The industry-backed Taskforce for Shale Gas has just published its first report. But as Ben Lucas, MA Investigative Journalist student at City University, finds, the reaction from local communities and industry shows it may have missed the mark.
This week, the Taskforce for Shale Gas published its first interim report, calling for a new single regulator for the UK’s inland oil and gas extraction sector.
The industry-backed body said that the current system is too fragmented. Currently, responsibilities are shared between the Environment Agency, the Department of Energy and Climate Change (DECC), the Health and Safety Executive, and local authorities.
The report recommends that the next elected government legislates the creation of a new, unified regulator for onshore underground energy as soon as possible.
The report comes at the same time as Lord Chris Smith (pictured), former head of the Environment Agency and chair of the Taskforce, warns that he is “hugely skeptical” of the prospects of fracking for shale oil in the UK.
The fracking-funded report largely focuses on the current system’s inability to address concerns and engage with local communities that might be affected by shale gas extraction.
It found that “the people who are concerned about the development of a shale gas industry believe that operators are disingenuous and that consultations are largely a tick-box exercise for a decision that had already been made.”
However, the reaction of those surveyed in the report suggests that its analysis might have missed the point.
Coverage by Drill or Drop, which followed up with local residents surveyed in Balcombe, claimed that residents were forced to look at ‘Nimby’ issues.
This, in turn, led to one of the report’s conclusions: that “lorry movements and the trucking in and out of drilling equipment, sand, pipes and other plan materials, are by far the greatest cause of concern in relation to the immediate environmental impact of a well site.”
However, local resident Charles Metcalfe disputed this conclusion, saying: “We are much more worried about water pollution and the danger to animal and human health of emissions.”
Campaigners in Lancashire also had a mixed reaction to the report. The Blackpool Gazette heard from a spokesman for the Preston New Road Action Group. They said that the report had some merit but also missed the point.
“The report recognises the current inadequacy of well monitoring, but fails to address the issue of what happens in the long term,” the spokesperson said.

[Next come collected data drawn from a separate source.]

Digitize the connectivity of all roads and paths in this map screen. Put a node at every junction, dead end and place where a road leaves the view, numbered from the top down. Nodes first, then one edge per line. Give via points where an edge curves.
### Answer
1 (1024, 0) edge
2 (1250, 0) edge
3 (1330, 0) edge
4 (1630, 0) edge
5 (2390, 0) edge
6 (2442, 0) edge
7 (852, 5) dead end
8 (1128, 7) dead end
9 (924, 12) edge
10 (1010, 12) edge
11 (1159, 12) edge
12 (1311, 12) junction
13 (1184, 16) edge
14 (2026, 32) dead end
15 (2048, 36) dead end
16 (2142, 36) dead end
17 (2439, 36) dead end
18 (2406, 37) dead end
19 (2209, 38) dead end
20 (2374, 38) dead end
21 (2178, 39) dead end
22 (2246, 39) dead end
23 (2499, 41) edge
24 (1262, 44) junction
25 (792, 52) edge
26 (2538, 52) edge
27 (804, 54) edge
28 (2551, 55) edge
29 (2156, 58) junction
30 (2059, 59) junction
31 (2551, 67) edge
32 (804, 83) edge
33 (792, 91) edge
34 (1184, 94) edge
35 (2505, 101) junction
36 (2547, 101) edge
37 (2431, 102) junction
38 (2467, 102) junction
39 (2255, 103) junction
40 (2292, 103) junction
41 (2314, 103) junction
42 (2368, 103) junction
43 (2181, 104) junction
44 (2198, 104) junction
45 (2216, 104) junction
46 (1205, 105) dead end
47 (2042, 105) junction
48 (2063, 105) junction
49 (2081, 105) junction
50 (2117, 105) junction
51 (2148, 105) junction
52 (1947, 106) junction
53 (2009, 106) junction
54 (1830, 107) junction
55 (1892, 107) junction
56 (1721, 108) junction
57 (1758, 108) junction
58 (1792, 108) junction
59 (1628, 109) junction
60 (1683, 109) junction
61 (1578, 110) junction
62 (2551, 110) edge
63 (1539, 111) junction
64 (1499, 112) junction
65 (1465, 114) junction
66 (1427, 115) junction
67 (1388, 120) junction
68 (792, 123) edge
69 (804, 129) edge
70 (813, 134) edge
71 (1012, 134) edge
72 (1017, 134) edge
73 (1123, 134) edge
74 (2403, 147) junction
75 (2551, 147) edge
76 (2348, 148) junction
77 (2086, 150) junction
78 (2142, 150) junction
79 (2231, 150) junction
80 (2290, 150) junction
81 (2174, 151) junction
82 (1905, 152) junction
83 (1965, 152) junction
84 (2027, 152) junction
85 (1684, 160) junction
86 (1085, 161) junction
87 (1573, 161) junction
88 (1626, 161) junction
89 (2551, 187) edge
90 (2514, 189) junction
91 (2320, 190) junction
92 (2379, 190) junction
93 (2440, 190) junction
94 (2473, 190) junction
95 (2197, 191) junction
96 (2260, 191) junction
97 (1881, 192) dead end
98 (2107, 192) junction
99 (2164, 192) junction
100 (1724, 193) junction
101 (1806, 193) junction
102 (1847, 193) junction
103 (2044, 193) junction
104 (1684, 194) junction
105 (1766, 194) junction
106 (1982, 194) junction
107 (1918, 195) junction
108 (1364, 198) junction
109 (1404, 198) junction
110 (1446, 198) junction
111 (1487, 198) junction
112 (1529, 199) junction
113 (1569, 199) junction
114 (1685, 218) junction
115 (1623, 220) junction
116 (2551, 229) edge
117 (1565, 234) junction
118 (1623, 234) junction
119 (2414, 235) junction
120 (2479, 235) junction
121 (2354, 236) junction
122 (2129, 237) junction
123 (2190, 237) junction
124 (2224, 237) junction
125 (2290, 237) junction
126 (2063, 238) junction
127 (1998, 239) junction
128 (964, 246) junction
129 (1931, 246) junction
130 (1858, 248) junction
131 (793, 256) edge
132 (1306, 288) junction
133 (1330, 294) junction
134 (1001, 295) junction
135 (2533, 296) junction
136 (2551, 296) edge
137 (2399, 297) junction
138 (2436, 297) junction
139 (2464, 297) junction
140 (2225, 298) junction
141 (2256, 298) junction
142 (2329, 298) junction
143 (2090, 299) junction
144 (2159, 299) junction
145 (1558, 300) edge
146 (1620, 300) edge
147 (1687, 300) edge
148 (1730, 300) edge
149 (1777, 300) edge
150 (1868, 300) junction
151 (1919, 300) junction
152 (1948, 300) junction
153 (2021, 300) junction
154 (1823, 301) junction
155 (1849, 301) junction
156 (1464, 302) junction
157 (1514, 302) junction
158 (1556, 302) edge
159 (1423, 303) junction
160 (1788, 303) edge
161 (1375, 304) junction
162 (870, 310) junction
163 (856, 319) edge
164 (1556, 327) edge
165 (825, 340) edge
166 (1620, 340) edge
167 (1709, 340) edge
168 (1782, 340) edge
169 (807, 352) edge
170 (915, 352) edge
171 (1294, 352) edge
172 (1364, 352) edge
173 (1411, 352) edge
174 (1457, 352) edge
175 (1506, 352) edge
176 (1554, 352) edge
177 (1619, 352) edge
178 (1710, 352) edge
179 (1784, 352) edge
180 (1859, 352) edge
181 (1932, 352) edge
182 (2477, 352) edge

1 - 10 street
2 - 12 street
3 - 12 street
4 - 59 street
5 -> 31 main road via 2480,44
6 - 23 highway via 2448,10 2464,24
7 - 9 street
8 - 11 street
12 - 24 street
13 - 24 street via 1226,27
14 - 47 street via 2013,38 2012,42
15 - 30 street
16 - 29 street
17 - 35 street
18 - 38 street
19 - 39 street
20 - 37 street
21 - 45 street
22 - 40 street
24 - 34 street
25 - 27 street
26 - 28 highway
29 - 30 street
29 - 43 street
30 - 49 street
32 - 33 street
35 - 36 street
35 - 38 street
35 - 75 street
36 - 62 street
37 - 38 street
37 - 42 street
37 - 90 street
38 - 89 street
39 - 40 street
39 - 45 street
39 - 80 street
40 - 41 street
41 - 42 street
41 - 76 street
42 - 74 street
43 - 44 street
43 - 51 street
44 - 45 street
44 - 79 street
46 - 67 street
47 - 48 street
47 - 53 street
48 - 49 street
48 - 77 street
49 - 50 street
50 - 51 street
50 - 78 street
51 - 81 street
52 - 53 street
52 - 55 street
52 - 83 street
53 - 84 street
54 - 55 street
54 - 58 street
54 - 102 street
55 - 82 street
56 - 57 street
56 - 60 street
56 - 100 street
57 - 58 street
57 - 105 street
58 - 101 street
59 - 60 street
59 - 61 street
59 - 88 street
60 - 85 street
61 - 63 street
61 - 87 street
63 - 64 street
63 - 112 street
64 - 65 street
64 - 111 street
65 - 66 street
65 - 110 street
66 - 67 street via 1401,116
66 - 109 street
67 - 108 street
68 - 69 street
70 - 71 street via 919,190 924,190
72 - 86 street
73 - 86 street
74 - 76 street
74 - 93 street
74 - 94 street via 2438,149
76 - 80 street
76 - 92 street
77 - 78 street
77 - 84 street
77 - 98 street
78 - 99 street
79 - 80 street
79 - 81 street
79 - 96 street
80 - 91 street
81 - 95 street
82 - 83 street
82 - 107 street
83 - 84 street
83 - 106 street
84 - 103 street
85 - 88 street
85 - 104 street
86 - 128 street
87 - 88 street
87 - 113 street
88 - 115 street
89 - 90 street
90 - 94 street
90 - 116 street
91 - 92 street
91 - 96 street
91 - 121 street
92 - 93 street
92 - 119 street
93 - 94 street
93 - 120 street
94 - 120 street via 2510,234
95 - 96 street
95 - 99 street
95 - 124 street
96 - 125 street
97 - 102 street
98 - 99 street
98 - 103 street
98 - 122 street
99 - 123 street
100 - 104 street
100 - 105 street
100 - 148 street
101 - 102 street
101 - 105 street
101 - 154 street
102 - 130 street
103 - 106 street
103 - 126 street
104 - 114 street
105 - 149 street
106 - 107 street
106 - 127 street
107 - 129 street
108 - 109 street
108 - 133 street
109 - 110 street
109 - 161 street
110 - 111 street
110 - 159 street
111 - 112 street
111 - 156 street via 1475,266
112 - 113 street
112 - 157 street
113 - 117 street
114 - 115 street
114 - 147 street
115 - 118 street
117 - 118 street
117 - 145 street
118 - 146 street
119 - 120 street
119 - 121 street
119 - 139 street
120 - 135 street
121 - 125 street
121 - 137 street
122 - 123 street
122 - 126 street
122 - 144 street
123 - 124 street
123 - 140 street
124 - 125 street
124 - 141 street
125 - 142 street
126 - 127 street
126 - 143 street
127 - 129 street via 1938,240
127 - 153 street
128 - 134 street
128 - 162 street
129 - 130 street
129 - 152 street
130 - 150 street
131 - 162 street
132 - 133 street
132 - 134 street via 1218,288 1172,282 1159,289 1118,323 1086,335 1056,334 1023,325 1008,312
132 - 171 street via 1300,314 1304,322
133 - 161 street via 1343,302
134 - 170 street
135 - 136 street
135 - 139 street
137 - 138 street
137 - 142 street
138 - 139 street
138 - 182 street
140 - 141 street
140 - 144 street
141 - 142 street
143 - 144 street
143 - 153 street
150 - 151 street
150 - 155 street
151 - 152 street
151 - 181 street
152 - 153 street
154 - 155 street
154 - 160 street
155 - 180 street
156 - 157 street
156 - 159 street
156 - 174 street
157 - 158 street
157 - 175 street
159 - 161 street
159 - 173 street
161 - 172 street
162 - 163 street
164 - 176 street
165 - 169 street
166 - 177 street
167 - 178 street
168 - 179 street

They continued: “Public opinion is growing against shale gas, but the only recommendation is to boost the industry’s public relations activity, rather than admit to the truth, that it never can be 100 per cent safe, however you redesign the regulatory system.”
Bob Dennett from Frack Free Lancashire did, however, acknowledge that “if fracking does go ahead we will need a strong independent regulator with real enforcement powers.”
While it may be assumed that the industry and its coordinating bodies would automatically support this report, some members of the industry were not fully convinced either.
Ken Cronin, chief executive of the industry representative body the UK Onshore Oil and Gas Group, welcomed the report, stating that “public confidence in our regulatory system is vital.”
And while a Cuadrilla spokesman told the Blackpool Gazette that the report makes a “useful contribution”, they believe that the announcement earlier this year by the British Geological Survey to independently monitor an increasing number of fracking sites is enough to provide assurance to people that shale gas exploration can be properly monitored.
The Onshore Energy Services Group, on the other hand, was extremely critical, stating: “It will be unnecessarily time-consuming and costly for the taxpayer, with no guarantee that it will do anything to improve public confidence.”